** MATERIAL SHOWN follows **
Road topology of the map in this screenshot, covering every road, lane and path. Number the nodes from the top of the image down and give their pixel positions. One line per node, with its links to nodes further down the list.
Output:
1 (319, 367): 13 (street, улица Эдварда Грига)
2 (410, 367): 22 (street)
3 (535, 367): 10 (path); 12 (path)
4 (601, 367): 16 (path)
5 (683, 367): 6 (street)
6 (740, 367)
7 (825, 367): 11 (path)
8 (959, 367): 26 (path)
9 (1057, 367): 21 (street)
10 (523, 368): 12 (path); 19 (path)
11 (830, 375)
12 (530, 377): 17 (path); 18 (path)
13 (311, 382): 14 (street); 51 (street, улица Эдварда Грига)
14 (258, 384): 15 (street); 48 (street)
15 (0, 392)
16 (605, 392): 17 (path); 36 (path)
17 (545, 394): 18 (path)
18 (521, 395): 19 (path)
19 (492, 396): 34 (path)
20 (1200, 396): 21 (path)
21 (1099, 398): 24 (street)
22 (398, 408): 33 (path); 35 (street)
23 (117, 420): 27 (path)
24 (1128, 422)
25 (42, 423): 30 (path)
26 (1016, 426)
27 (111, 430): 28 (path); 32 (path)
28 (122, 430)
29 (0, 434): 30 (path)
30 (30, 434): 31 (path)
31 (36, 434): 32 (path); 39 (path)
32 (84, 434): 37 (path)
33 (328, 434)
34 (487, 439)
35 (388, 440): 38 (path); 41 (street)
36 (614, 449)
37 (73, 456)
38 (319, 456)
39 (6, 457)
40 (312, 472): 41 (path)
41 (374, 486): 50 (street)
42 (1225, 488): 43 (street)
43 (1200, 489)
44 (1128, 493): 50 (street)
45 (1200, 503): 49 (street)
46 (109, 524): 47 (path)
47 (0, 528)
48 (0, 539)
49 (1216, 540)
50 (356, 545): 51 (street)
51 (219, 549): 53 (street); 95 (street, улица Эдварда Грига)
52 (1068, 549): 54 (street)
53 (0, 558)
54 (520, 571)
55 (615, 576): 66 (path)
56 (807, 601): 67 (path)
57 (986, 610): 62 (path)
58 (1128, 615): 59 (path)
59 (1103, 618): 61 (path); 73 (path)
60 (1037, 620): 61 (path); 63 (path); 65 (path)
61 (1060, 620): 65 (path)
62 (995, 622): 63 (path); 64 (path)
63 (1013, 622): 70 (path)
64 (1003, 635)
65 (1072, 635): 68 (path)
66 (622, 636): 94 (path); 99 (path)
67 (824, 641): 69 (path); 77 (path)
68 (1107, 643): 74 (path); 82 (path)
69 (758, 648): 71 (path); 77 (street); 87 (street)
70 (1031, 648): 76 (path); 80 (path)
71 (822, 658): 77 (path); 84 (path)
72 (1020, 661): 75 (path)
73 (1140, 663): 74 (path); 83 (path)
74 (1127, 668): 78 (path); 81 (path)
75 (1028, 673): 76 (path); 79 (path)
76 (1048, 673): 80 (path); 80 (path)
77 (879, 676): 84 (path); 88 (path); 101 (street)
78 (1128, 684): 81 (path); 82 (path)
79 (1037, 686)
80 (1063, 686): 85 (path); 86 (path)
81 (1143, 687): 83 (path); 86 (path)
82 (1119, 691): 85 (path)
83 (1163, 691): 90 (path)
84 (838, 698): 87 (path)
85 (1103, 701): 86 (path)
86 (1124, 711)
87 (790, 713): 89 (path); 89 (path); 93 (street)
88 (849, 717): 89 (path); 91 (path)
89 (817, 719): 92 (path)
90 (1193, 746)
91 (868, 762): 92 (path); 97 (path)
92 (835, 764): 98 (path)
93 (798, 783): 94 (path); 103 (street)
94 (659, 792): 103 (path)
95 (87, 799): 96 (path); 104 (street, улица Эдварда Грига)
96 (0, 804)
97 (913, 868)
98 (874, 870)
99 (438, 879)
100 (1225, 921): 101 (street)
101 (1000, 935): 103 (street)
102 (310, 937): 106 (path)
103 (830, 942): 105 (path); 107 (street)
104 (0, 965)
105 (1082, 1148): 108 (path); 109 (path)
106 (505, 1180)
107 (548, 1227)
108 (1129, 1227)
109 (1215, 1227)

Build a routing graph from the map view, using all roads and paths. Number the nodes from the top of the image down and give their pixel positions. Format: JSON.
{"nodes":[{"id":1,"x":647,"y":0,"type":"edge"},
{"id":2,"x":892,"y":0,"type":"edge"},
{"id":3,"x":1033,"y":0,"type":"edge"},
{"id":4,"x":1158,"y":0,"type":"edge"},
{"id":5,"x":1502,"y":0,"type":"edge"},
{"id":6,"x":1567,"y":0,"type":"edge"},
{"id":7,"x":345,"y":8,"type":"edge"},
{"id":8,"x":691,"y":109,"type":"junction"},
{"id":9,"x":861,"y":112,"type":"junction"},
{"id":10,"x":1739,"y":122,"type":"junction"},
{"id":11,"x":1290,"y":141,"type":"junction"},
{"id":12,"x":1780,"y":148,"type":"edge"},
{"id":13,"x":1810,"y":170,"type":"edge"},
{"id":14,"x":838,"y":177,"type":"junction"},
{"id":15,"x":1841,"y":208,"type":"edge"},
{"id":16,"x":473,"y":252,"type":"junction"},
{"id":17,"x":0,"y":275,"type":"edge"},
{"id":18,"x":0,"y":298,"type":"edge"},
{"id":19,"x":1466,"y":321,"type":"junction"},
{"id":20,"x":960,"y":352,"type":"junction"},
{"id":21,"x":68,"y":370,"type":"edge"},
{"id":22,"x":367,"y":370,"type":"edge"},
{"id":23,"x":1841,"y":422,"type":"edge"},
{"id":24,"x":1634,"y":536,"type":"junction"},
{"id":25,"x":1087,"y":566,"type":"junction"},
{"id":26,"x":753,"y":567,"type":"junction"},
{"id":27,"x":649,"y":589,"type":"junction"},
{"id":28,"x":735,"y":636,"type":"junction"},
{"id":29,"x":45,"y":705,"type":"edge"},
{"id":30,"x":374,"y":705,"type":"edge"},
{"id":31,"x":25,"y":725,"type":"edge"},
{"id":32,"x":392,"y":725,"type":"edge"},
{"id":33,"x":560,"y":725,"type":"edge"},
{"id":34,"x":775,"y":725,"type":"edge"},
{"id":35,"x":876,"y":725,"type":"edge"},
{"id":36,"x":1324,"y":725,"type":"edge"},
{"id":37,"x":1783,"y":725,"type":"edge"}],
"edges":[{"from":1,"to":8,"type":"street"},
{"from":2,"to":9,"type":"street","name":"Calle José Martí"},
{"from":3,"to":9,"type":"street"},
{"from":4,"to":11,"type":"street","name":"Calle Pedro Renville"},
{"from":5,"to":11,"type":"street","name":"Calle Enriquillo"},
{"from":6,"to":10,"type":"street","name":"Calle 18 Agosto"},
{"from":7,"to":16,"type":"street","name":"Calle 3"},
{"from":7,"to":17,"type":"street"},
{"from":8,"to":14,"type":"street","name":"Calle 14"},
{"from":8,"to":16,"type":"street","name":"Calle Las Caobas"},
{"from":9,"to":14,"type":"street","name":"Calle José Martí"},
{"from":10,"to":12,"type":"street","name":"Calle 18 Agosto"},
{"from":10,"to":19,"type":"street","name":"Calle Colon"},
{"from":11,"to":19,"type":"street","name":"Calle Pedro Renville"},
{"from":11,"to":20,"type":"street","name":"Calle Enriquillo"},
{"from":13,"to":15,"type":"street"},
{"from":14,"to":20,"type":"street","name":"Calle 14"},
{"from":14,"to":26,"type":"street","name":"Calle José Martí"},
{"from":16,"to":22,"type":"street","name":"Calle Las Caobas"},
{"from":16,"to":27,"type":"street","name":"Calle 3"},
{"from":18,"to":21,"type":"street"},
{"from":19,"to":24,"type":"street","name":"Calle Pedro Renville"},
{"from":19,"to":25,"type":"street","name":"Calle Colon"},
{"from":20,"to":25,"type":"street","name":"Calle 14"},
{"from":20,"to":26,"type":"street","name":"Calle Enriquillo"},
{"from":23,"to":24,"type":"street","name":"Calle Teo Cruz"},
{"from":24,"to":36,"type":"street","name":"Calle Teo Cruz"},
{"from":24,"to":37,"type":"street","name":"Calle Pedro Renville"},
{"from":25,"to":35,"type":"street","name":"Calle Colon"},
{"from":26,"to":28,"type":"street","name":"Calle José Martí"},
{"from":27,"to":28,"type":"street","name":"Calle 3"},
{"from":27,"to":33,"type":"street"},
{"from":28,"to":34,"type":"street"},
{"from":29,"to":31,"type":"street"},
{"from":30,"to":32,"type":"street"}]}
** End of MATERIAL SHOWN **
From the records above, copy each line where the word "Agosto" can be found.

§ RESPONSE TO THE TASK
{"from":6,"to":10,"type":"street","name":"Calle 18 Agosto"},
{"from":10,"to":12,"type":"street","name":"Calle 18 Agosto"},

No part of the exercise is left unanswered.